Another example of longitudinal ecological research is the study of rates of malaria in the U.S. population since 1930. As shown in Figure 5-2, the peaks in malaria rates can be readily related to social events, such as wars and immigration. The use of a logarithmic scale in the figure visually minimizes the relative decrease in disease frequency, making it less impressive to the eye, but this scale enables readers to see in detail the changes occurring when rates are low.
Figure 5-2 Incidence rates of malaria in the United States, by year of report, 1930-1992.
(From Centers for Disease Control and Prevention: Summary of notifiable diseases, United States, 1992. MMWR 41:38, 1992.)

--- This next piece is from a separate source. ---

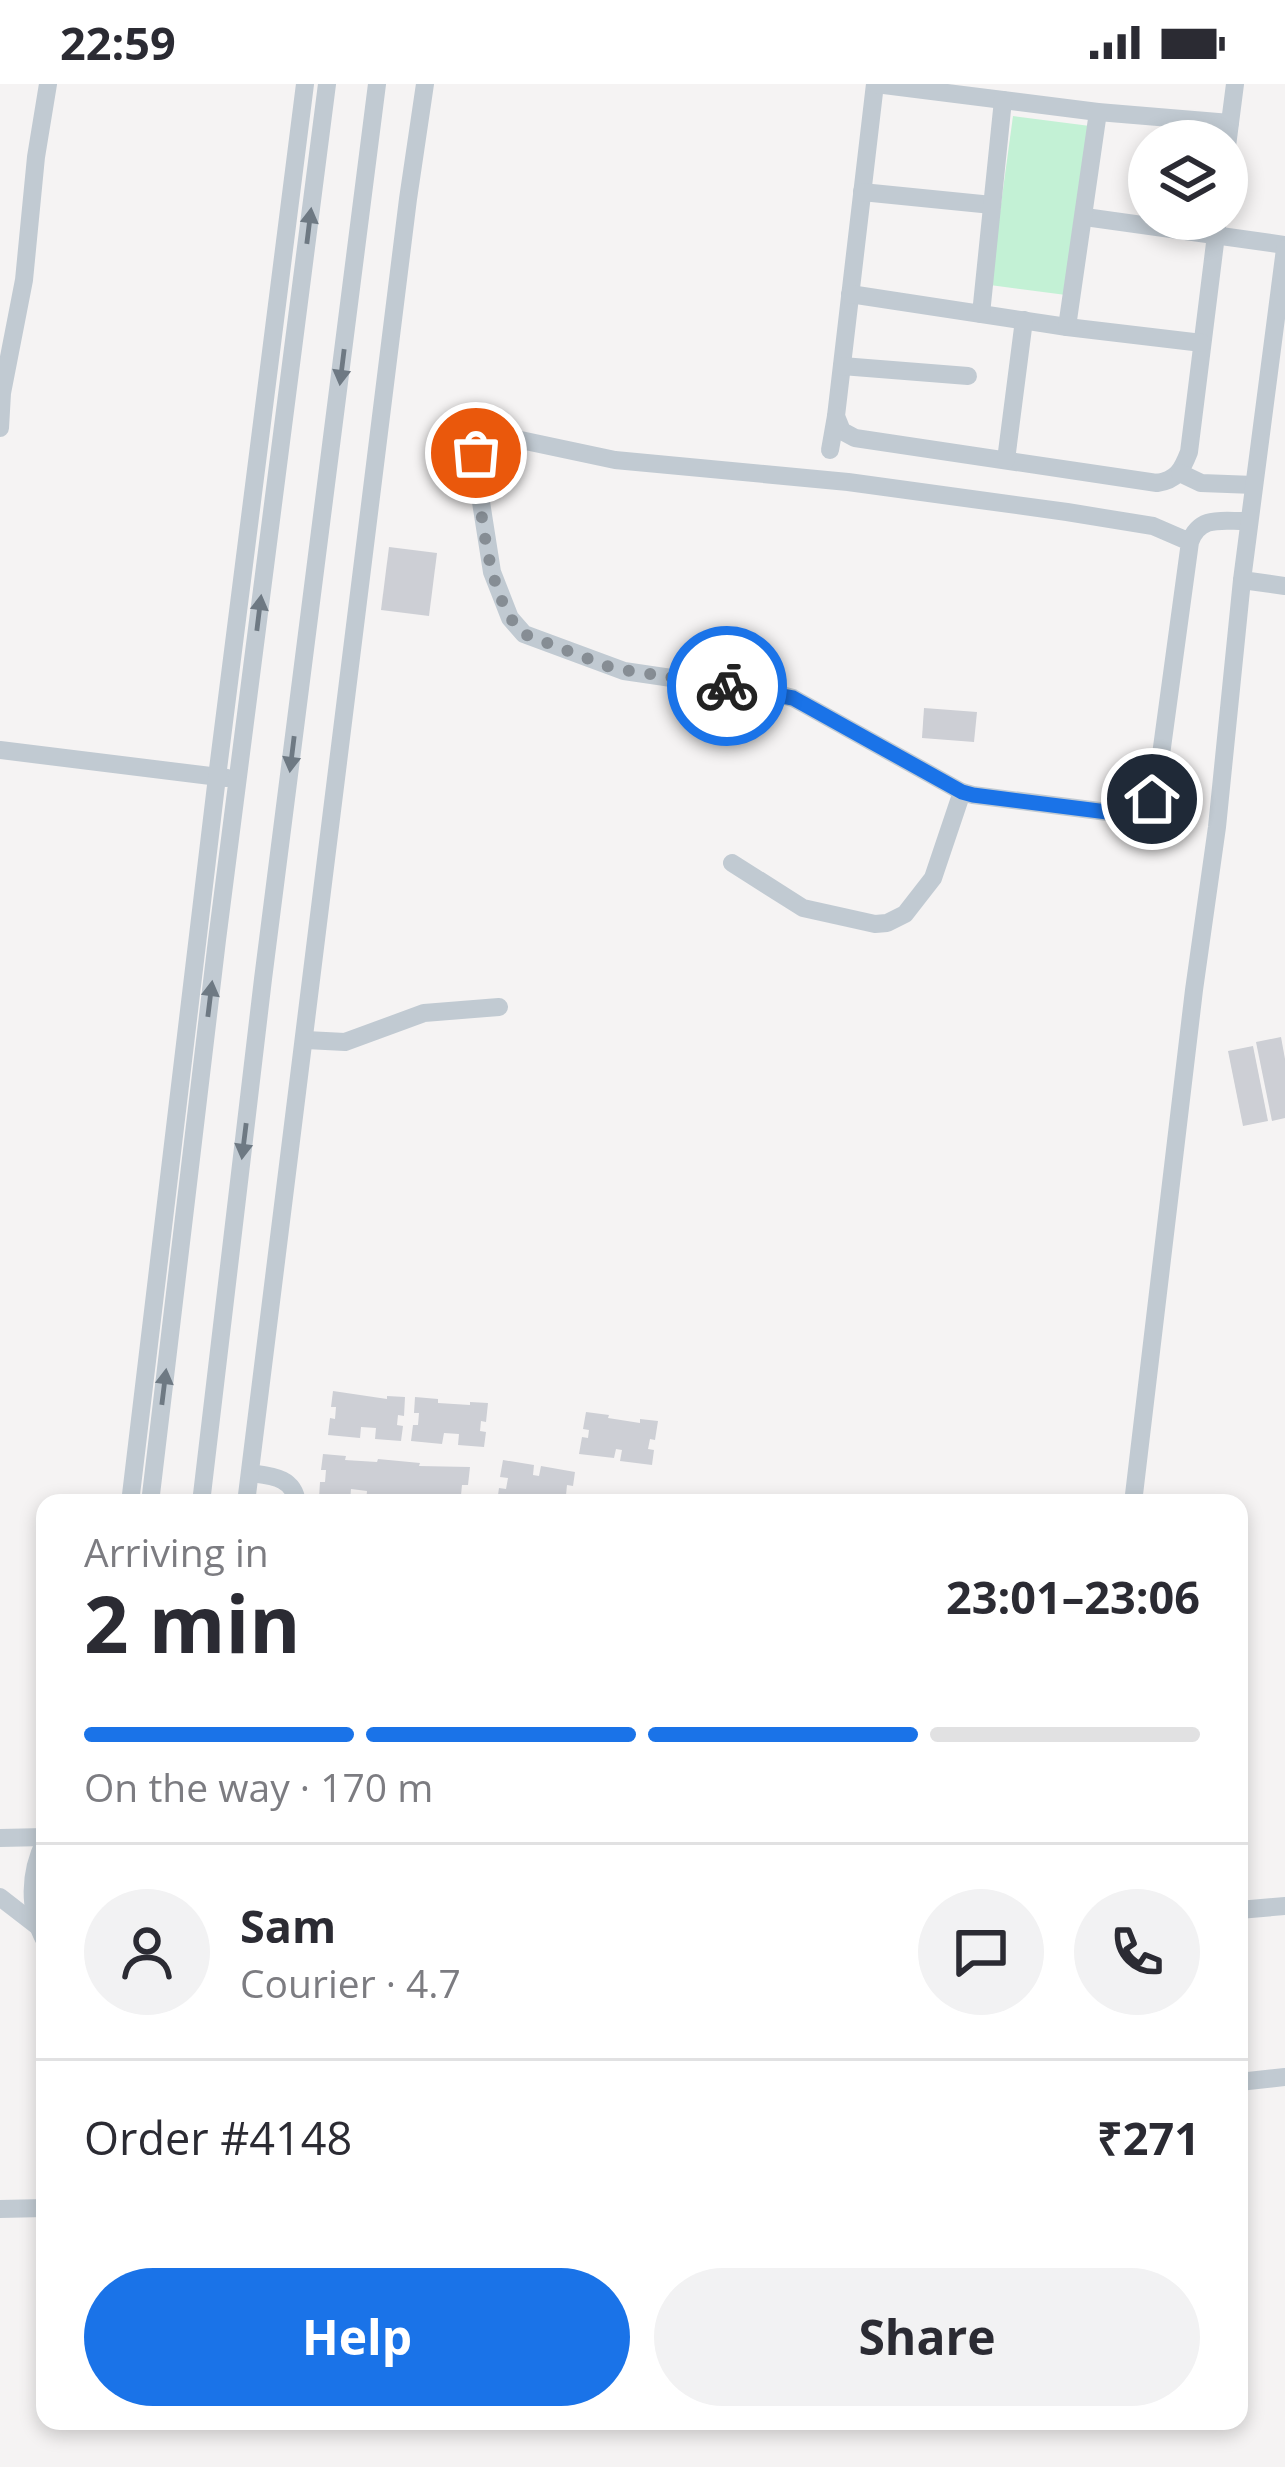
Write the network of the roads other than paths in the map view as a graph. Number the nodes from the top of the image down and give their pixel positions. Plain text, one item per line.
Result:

B Observational Designs for Generating or Testing Hypotheses
1 Cohort Studies
A cohort is a clearly identified group of people to be studied. In cohort studies, investigators begin by assembling one or more cohorts, either by choosing persons specifically because they were or were not exposed to one or more risk factors of interest, or by taking a random sample of a given population. Participants are assessed to determine whether or not they develop the diseases of interest, and whether the risk factors predict the diseases that occur. The defining characteristic of cohort studies is that groups are typically defined on the basis of exposure and are followed for outcomes. This is in contrast to case-control studies (see section II.B.2), in which groups are assembled on the basis of outcome status and are queried for exposure status. There are two general types of cohort study, prospective and retrospective; Figure 5-3 shows the time relationships of these two types.
Figure 5-3 Relationship between time of assembling study participants and time of data collection.
Illustration shows prospective cohort study, retrospective cohort study, case-control study, and cross-sectional study.
Prospective Cohort Studies
1. The investigator can control and standardize data collection as the study progresses and can check the outcome events (e.g., diseases and death) carefully when these occur, ensuring the outcomes are correctly classified.
2. The estimates of risk obtained from prospective cohort studies represent true (absolute) risks for the groups studied.
3. Many different disease outcomes can be studied, including some that were not anticipated at the beginning of the study.